> _Dataset_:
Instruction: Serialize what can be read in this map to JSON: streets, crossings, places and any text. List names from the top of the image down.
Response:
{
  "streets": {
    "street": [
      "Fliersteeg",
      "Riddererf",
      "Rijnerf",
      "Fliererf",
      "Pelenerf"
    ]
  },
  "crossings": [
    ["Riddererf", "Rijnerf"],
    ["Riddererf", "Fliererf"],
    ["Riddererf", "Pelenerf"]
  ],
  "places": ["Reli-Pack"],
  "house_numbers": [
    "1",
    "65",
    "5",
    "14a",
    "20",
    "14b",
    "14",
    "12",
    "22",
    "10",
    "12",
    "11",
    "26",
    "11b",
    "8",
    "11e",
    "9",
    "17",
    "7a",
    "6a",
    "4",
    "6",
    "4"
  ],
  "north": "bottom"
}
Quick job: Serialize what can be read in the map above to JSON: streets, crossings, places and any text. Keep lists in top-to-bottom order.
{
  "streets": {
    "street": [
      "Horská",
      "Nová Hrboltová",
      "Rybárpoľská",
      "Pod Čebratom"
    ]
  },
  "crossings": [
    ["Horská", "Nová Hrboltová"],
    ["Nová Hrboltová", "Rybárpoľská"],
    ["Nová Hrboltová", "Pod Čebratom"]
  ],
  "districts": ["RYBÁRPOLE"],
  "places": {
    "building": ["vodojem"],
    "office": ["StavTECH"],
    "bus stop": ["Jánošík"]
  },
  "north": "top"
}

> _Work required_: Please retype all of the material above, keeping it exact.

> _Your response_:
Instruction: Serialize what can be read in this map to JSON: streets, crossings, places and any text. List names from the top of the image down.
Response:
{
  "streets": {
    "street": [
      "Fliersteeg",
      "Riddererf",
      "Rijnerf",
      "Fliererf",
      "Pelenerf"
    ]
  },
  "crossings": [
    ["Riddererf", "Rijnerf"],
    ["Riddererf", "Fliererf"],
    ["Riddererf", "Pelenerf"]
  ],
  "places": ["Reli-Pack"],
  "house_numbers": [
    "1",
    "65",
    "5",
    "14a",
    "20",
    "14b",
    "14",
    "12",
    "22",
    "10",
    "12",
    "11",
    "26",
    "11b",
    "8",
    "11e",
    "9",
    "17",
    "7a",
    "6a",
    "4",
    "6",
    "4"
  ],
  "north": "bottom"
}
Quick job: Serialize what can be read in the map above to JSON: streets, crossings, places and any text. Keep lists in top-to-bottom order.
{
  "streets": {
    "street": [
      "Horská",
      "Nová Hrboltová",
      "Rybárpoľská",
      "Pod Čebratom"
    ]
  },
  "crossings": [
    ["Horská", "Nová Hrboltová"],
    ["Nová Hrboltová", "Rybárpoľská"],
    ["Nová Hrboltová", "Pod Čebratom"]
  ],
  "districts": ["RYBÁRPOLE"],
  "places": {
    "building": ["vodojem"],
    "office": ["StavTECH"],
    "bus stop": ["Jánošík"]
  },
  "north": "top"
}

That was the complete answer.